TRY IT ▸ Set down the full data below exactly as given, please.

(THE RECORDS Opens)

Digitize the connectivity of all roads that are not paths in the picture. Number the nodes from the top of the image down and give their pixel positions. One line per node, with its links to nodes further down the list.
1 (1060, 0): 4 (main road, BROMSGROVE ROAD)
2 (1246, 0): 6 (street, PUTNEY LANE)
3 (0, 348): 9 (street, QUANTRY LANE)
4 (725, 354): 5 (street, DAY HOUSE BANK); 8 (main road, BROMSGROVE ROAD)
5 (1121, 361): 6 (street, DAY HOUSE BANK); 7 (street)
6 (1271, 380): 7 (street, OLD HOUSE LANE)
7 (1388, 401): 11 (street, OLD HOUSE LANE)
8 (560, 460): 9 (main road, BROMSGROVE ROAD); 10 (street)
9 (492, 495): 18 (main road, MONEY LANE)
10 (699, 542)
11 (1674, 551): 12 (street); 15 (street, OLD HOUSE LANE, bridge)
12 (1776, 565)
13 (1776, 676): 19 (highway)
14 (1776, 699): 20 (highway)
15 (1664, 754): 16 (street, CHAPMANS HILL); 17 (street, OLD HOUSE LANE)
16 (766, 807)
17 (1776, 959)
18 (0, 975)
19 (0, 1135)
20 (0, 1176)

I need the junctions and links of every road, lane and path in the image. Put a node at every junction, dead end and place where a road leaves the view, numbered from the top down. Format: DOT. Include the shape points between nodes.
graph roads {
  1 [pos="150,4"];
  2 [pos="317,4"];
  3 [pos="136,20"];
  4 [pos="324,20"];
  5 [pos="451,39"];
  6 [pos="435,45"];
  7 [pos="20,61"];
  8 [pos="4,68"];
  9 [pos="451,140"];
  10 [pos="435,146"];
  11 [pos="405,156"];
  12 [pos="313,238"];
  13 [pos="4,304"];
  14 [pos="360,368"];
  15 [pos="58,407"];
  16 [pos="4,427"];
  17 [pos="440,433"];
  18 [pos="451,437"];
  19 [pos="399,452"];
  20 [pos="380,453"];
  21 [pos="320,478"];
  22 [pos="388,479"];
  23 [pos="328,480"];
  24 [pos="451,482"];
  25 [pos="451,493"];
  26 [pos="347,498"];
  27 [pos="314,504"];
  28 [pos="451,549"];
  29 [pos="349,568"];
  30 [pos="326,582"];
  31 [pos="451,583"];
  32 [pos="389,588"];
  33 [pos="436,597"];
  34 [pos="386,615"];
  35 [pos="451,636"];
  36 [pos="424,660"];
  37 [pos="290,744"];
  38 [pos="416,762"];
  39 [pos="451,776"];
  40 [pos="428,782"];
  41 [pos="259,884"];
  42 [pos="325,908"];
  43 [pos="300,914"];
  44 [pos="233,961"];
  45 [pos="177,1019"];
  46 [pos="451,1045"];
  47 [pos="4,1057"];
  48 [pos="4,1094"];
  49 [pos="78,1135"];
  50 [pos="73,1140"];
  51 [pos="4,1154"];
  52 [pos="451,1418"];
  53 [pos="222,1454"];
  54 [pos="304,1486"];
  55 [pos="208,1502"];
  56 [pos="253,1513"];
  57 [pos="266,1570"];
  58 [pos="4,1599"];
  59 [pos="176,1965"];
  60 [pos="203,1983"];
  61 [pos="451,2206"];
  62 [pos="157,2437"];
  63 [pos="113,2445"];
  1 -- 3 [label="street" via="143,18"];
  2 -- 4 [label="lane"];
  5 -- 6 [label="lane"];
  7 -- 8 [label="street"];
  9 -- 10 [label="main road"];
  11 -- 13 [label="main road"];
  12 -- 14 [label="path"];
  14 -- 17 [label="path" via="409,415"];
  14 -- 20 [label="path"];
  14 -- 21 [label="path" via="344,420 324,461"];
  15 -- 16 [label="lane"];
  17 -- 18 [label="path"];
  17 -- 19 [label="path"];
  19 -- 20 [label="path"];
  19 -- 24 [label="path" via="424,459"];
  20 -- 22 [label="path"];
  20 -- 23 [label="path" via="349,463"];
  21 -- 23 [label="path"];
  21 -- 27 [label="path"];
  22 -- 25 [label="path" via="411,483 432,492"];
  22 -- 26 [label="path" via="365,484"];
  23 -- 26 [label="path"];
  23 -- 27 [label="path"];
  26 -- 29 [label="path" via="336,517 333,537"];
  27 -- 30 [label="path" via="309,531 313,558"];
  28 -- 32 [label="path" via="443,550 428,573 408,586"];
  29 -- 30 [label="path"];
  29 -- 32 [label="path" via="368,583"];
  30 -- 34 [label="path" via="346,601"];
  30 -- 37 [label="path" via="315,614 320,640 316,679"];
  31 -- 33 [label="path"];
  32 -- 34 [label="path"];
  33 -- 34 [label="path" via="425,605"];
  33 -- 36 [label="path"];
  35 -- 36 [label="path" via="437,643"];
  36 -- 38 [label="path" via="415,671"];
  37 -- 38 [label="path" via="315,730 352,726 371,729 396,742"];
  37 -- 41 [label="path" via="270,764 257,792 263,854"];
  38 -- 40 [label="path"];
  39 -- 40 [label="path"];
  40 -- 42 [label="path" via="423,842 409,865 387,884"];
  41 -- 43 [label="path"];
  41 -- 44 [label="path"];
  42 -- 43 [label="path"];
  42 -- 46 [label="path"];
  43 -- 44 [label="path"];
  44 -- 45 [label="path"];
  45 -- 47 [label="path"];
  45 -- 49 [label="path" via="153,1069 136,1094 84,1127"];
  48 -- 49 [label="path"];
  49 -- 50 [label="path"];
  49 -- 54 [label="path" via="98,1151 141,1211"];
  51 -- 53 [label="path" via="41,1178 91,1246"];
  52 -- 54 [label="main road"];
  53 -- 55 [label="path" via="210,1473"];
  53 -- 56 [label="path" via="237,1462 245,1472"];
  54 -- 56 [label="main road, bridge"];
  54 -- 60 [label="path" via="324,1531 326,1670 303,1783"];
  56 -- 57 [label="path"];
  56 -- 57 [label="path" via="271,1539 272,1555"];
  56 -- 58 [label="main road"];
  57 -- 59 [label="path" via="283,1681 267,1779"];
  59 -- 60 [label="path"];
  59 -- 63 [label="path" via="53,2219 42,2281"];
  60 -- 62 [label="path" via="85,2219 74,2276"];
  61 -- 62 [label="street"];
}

(THE RECORDS Closes)

RESPONSE ▸
Digitize the connectivity of all roads that are not paths in the picture. Number the nodes from the top of the image down and give their pixel positions. One line per node, with its links to nodes further down the list.
1 (1060, 0): 4 (main road, BROMSGROVE ROAD)
2 (1246, 0): 6 (street, PUTNEY LANE)
3 (0, 348): 9 (street, QUANTRY LANE)
4 (725, 354): 5 (street, DAY HOUSE BANK); 8 (main road, BROMSGROVE ROAD)
5 (1121, 361): 6 (street, DAY HOUSE BANK); 7 (street)
6 (1271, 380): 7 (street, OLD HOUSE LANE)
7 (1388, 401): 11 (street, OLD HOUSE LANE)
8 (560, 460): 9 (main road, BROMSGROVE ROAD); 10 (street)
9 (492, 495): 18 (main road, MONEY LANE)
10 (699, 542)
11 (1674, 551): 12 (street); 15 (street, OLD HOUSE LANE, bridge)
12 (1776, 565)
13 (1776, 676): 19 (highway)
14 (1776, 699): 20 (highway)
15 (1664, 754): 16 (street, CHAPMANS HILL); 17 (street, OLD HOUSE LANE)
16 (766, 807)
17 (1776, 959)
18 (0, 975)
19 (0, 1135)
20 (0, 1176)

I need the junctions and links of every road, lane and path in the image. Put a node at every junction, dead end and place where a road leaves the view, numbered from the top down. Format: DOT. Include the shape points between nodes.
graph roads {
  1 [pos="150,4"];
  2 [pos="317,4"];
  3 [pos="136,20"];
  4 [pos="324,20"];
  5 [pos="451,39"];
  6 [pos="435,45"];
  7 [pos="20,61"];
  8 [pos="4,68"];
  9 [pos="451,140"];
  10 [pos="435,146"];
  11 [pos="405,156"];
  12 [pos="313,238"];
  13 [pos="4,304"];
  14 [pos="360,368"];
  15 [pos="58,407"];
  16 [pos="4,427"];
  17 [pos="440,433"];
  18 [pos="451,437"];
  19 [pos="399,452"];
  20 [pos="380,453"];
  21 [pos="320,478"];
  22 [pos="388,479"];
  23 [pos="328,480"];
  24 [pos="451,482"];
  25 [pos="451,493"];
  26 [pos="347,498"];
  27 [pos="314,504"];
  28 [pos="451,549"];
  29 [pos="349,568"];
  30 [pos="326,582"];
  31 [pos="451,583"];
  32 [pos="389,588"];
  33 [pos="436,597"];
  34 [pos="386,615"];
  35 [pos="451,636"];
  36 [pos="424,660"];
  37 [pos="290,744"];
  38 [pos="416,762"];
  39 [pos="451,776"];
  40 [pos="428,782"];
  41 [pos="259,884"];
  42 [pos="325,908"];
  43 [pos="300,914"];
  44 [pos="233,961"];
  45 [pos="177,1019"];
  46 [pos="451,1045"];
  47 [pos="4,1057"];
  48 [pos="4,1094"];
  49 [pos="78,1135"];
  50 [pos="73,1140"];
  51 [pos="4,1154"];
  52 [pos="451,1418"];
  53 [pos="222,1454"];
  54 [pos="304,1486"];
  55 [pos="208,1502"];
  56 [pos="253,1513"];
  57 [pos="266,1570"];
  58 [pos="4,1599"];
  59 [pos="176,1965"];
  60 [pos="203,1983"];
  61 [pos="451,2206"];
  62 [pos="157,2437"];
  63 [pos="113,2445"];
  1 -- 3 [label="street" via="143,18"];
  2 -- 4 [label="lane"];
  5 -- 6 [label="lane"];
  7 -- 8 [label="street"];
  9 -- 10 [label="main road"];
  11 -- 13 [label="main road"];
  12 -- 14 [label="path"];
  14 -- 17 [label="path" via="409,415"];
  14 -- 20 [label="path"];
  14 -- 21 [label="path" via="344,420 324,461"];
  15 -- 16 [label="lane"];
  17 -- 18 [label="path"];
  17 -- 19 [label="path"];
  19 -- 20 [label="path"];
  19 -- 24 [label="path" via="424,459"];
  20 -- 22 [label="path"];
  20 -- 23 [label="path" via="349,463"];
  21 -- 23 [label="path"];
  21 -- 27 [label="path"];
  22 -- 25 [label="path" via="411,483 432,492"];
  22 -- 26 [label="path" via="365,484"];
  23 -- 26 [label="path"];
  23 -- 27 [label="path"];
  26 -- 29 [label="path" via="336,517 333,537"];
  27 -- 30 [label="path" via="309,531 313,558"];
  28 -- 32 [label="path" via="443,550 428,573 408,586"];
  29 -- 30 [label="path"];
  29 -- 32 [label="path" via="368,583"];
  30 -- 34 [label="path" via="346,601"];
  30 -- 37 [label="path" via="315,614 320,640 316,679"];
  31 -- 33 [label="path"];
  32 -- 34 [label="path"];
  33 -- 34 [label="path" via="425,605"];
  33 -- 36 [label="path"];
  35 -- 36 [label="path" via="437,643"];
  36 -- 38 [label="path" via="415,671"];
  37 -- 38 [label="path" via="315,730 352,726 371,729 396,742"];
  37 -- 41 [label="path" via="270,764 257,792 263,854"];
  38 -- 40 [label="path"];
  39 -- 40 [label="path"];
  40 -- 42 [label="path" via="423,842 409,865 387,884"];
  41 -- 43 [label="path"];
  41 -- 44 [label="path"];
  42 -- 43 [label="path"];
  42 -- 46 [label="path"];
  43 -- 44 [label="path"];
  44 -- 45 [label="path"];
  45 -- 47 [label="path"];
  45 -- 49 [label="path" via="153,1069 136,1094 84,1127"];
  48 -- 49 [label="path"];
  49 -- 50 [label="path"];
  49 -- 54 [label="path" via="98,1151 141,1211"];
  51 -- 53 [label="path" via="41,1178 91,1246"];
  52 -- 54 [label="main road"];
  53 -- 55 [label="path" via="210,1473"];
  53 -- 56 [label="path" via="237,1462 245,1472"];
  54 -- 56 [label="main road, bridge"];
  54 -- 60 [label="path" via="324,1531 326,1670 303,1783"];
  56 -- 57 [label="path"];
  56 -- 57 [label="path" via="271,1539 272,1555"];
  56 -- 58 [label="main road"];
  57 -- 59 [label="path" via="283,1681 267,1779"];
  59 -- 60 [label="path"];
  59 -- 63 [label="path" via="53,2219 42,2281"];
  60 -- 62 [label="path" via="85,2219 74,2276"];
  61 -- 62 [label="street"];
}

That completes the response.